## What you will do
Find and copy each line in the material below where the string "Ipixuna" occurs.

## The records
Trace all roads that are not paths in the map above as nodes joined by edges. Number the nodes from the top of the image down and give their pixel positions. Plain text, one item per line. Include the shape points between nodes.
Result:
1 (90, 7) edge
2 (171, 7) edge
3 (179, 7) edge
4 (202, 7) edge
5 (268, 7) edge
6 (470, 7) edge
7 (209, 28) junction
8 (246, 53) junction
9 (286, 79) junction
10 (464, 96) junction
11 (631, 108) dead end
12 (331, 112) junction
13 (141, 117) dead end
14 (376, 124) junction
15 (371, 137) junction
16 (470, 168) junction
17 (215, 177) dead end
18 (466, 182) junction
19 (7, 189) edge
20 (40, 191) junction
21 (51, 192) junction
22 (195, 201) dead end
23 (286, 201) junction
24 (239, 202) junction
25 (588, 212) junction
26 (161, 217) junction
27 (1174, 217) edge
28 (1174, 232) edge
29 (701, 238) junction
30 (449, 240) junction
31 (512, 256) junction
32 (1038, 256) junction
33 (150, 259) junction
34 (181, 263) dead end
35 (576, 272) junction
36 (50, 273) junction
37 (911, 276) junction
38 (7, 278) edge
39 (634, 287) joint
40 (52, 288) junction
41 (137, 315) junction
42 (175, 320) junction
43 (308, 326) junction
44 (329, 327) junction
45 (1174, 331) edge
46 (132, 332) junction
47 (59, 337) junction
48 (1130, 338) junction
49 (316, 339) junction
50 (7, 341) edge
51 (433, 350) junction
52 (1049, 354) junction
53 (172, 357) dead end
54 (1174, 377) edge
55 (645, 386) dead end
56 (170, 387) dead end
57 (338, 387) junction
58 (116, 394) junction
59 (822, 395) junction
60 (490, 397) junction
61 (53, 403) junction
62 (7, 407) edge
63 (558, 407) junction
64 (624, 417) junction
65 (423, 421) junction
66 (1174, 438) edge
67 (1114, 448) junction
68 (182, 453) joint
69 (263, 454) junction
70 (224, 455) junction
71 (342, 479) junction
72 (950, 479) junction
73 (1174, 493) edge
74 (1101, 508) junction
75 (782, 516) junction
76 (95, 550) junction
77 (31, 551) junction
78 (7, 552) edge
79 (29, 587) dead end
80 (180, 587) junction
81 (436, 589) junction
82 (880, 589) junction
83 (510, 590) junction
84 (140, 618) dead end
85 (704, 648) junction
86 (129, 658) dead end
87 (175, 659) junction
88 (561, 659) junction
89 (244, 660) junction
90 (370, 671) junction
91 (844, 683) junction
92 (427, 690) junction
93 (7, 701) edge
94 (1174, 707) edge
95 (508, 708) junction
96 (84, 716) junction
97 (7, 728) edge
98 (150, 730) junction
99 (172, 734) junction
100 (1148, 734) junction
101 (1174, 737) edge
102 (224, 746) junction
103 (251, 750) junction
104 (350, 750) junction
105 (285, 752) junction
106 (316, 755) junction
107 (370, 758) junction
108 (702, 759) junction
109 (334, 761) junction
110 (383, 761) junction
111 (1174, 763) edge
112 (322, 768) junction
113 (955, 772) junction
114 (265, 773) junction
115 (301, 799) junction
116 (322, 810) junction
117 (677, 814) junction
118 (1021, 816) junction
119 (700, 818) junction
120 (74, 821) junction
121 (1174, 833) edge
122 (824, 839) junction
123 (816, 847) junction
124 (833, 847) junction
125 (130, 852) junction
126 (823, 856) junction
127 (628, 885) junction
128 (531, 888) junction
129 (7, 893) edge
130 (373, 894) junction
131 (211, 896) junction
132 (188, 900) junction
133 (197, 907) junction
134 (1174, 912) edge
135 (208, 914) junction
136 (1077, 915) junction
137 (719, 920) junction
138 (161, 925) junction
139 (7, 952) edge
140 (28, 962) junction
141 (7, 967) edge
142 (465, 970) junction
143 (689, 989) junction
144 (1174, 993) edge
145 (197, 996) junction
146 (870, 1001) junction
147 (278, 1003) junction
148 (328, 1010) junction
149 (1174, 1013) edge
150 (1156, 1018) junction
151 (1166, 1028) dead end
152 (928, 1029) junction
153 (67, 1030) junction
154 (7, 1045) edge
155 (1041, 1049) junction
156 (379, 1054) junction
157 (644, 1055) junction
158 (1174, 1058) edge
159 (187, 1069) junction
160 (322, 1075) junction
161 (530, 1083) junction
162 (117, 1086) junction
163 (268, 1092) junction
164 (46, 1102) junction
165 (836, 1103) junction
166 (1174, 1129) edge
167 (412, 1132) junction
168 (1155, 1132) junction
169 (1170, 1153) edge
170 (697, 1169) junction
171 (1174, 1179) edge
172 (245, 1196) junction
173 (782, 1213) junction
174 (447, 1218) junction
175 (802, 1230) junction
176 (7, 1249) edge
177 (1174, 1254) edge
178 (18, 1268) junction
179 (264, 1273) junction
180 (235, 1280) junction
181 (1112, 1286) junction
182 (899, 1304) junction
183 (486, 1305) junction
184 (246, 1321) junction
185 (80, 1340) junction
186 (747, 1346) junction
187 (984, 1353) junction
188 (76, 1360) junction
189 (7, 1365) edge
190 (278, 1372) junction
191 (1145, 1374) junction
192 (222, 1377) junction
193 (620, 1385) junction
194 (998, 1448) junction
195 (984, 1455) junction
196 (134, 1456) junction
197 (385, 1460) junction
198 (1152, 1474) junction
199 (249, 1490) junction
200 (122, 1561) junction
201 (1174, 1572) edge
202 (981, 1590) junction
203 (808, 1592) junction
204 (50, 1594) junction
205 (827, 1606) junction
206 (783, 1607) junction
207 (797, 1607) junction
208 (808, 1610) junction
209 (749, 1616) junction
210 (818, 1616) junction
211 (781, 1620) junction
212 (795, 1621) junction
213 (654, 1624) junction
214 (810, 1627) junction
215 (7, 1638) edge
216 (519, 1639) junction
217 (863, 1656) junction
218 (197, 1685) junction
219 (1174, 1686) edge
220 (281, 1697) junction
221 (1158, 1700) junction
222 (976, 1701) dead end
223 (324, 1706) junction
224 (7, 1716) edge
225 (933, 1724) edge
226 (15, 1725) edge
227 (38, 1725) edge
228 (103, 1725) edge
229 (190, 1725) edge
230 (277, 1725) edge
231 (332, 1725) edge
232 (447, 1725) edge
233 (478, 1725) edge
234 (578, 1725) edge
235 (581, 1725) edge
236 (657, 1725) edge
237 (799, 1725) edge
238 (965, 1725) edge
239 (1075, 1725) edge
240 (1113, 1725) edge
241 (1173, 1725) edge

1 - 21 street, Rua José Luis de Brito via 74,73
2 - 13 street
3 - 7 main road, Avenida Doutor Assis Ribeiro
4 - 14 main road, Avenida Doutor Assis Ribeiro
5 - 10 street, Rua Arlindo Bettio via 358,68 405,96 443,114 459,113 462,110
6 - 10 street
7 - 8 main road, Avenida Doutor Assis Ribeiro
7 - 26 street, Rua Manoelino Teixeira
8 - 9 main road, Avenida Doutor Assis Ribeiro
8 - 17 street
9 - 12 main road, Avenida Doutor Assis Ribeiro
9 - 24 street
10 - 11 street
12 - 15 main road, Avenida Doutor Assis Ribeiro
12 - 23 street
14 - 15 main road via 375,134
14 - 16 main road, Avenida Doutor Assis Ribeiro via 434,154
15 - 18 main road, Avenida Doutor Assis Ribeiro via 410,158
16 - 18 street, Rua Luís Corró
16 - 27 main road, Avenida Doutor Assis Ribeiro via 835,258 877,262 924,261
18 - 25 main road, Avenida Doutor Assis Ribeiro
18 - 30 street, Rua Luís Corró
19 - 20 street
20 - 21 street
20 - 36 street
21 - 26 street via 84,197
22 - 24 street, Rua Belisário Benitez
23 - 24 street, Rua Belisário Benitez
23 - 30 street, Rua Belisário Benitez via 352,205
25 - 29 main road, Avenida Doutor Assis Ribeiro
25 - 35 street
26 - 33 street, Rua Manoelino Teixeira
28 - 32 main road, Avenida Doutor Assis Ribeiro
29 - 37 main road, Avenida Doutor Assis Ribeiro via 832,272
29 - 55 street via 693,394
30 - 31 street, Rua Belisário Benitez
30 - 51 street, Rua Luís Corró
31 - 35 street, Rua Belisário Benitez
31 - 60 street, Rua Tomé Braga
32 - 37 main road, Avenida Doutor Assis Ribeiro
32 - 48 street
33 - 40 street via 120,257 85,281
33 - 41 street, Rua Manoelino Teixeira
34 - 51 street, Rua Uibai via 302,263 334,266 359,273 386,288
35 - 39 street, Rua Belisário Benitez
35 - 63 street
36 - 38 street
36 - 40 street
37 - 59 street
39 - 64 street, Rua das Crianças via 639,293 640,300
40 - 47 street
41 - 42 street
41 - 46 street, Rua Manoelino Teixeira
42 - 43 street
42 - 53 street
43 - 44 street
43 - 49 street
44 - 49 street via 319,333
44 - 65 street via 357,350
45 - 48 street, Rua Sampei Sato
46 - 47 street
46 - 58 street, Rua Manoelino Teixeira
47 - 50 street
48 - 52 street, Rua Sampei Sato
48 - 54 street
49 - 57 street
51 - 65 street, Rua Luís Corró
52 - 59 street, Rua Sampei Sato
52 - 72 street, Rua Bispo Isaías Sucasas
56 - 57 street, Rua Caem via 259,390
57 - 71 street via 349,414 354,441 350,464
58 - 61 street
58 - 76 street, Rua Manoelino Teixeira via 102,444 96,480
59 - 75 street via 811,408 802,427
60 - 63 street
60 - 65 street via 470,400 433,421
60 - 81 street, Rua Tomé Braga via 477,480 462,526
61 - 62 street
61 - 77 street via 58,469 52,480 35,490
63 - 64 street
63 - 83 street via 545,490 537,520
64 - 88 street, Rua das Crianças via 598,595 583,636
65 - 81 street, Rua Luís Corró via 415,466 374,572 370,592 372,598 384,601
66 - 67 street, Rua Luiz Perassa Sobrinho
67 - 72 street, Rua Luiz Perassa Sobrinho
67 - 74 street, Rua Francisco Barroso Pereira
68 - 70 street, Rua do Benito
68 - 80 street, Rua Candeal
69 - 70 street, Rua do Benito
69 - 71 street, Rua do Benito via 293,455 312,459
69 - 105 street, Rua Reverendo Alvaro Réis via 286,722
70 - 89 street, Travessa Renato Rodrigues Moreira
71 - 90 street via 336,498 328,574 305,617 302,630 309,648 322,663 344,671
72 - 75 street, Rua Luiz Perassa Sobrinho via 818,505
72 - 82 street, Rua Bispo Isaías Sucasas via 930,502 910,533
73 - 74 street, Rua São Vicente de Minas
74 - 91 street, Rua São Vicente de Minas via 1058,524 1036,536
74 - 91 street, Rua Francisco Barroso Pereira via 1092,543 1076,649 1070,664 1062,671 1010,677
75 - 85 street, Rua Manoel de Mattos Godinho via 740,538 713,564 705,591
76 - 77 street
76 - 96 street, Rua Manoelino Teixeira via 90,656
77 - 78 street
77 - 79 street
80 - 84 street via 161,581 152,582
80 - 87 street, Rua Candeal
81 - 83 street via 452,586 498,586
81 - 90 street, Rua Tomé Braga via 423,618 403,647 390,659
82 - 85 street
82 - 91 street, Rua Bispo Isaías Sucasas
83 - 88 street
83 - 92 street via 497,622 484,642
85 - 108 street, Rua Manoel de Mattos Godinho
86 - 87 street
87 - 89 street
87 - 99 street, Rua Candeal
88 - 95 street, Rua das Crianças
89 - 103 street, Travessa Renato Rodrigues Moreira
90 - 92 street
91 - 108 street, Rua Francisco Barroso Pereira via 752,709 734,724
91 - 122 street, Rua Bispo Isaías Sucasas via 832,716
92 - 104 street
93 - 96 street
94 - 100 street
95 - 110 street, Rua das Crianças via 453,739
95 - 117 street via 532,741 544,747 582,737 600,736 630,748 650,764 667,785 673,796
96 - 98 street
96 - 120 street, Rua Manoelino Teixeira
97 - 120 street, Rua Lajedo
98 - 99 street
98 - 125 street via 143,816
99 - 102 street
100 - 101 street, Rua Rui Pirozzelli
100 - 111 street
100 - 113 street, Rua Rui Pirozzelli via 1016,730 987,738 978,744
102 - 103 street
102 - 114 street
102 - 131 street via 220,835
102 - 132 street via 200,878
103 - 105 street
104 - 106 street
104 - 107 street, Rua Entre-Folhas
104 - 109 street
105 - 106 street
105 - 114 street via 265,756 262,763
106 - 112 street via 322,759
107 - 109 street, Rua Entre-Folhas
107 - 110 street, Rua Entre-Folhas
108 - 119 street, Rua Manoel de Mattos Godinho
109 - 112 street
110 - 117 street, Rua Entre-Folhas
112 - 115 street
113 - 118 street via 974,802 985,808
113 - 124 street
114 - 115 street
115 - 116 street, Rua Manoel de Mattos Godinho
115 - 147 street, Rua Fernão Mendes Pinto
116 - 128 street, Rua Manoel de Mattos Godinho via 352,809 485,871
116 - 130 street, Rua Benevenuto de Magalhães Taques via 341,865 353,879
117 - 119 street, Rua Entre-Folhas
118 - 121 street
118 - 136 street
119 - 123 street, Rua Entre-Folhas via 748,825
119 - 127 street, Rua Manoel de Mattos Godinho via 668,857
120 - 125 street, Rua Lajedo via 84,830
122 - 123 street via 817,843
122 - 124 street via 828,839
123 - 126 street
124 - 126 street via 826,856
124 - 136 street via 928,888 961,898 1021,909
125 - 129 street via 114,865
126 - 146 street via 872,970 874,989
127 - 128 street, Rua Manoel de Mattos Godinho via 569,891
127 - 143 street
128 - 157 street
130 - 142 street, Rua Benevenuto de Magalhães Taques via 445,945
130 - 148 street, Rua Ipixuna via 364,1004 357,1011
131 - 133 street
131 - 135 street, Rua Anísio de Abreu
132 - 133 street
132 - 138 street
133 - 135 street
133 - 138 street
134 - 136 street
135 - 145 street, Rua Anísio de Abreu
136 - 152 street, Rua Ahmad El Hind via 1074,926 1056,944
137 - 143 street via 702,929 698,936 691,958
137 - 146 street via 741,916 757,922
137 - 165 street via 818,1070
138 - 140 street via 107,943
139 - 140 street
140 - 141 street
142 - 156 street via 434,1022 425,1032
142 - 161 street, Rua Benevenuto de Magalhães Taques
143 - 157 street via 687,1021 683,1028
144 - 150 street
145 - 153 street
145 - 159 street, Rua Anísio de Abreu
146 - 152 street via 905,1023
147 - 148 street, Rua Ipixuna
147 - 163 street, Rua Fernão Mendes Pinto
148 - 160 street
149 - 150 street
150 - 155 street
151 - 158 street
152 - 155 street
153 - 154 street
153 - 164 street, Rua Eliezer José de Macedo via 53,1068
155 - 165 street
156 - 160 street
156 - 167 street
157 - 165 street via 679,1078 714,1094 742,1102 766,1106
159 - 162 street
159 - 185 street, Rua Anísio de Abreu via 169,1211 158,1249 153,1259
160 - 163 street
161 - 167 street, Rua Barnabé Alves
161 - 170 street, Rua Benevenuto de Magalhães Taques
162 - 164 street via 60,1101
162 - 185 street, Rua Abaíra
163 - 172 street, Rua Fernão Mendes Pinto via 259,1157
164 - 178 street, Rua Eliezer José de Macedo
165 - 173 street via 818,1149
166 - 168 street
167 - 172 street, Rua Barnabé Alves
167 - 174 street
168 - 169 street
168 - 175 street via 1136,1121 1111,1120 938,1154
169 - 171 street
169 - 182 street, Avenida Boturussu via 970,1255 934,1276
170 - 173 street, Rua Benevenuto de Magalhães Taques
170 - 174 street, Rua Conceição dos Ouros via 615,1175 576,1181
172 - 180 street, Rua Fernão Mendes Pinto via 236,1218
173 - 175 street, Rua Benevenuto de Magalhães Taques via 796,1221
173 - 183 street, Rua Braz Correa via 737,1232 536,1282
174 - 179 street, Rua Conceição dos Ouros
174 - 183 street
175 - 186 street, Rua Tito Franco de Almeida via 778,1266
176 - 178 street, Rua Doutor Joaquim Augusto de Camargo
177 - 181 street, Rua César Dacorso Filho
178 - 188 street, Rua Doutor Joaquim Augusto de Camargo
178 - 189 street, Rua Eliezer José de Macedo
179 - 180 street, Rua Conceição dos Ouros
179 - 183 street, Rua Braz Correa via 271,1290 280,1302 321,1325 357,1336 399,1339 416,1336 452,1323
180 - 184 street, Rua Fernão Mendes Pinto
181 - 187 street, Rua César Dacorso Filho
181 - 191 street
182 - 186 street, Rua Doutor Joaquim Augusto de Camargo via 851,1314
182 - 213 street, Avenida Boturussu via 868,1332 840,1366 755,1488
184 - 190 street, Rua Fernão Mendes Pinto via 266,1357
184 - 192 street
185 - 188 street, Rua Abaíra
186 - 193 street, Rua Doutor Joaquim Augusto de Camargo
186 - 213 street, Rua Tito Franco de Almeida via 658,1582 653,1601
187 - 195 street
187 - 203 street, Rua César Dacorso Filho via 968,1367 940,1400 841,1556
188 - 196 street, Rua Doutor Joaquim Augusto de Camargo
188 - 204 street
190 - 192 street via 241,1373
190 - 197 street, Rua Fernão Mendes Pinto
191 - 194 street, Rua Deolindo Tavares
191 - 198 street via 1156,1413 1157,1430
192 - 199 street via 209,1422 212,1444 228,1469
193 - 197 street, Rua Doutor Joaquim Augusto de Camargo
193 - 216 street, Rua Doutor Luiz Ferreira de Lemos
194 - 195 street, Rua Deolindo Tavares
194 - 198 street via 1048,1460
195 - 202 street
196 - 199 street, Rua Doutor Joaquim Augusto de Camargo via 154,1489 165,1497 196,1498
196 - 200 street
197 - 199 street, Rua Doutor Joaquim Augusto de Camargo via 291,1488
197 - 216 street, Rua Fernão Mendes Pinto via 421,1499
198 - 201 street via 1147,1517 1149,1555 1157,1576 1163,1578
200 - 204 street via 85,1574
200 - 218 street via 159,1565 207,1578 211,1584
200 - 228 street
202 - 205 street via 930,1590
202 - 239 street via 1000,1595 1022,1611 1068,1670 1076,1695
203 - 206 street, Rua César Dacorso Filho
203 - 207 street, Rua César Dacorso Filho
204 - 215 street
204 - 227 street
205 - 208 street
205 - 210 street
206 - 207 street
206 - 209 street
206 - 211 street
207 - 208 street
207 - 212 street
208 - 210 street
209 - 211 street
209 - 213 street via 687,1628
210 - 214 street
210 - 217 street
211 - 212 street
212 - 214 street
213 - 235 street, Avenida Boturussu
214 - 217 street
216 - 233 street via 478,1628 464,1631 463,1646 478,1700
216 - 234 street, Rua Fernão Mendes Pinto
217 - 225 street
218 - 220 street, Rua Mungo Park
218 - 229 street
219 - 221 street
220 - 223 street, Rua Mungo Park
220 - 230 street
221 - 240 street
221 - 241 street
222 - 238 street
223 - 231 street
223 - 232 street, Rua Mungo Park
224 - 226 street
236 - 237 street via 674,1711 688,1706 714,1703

## Written response
130 - 148 street, Rua Ipixuna via 364,1004 357,1011
147 - 148 street, Rua Ipixuna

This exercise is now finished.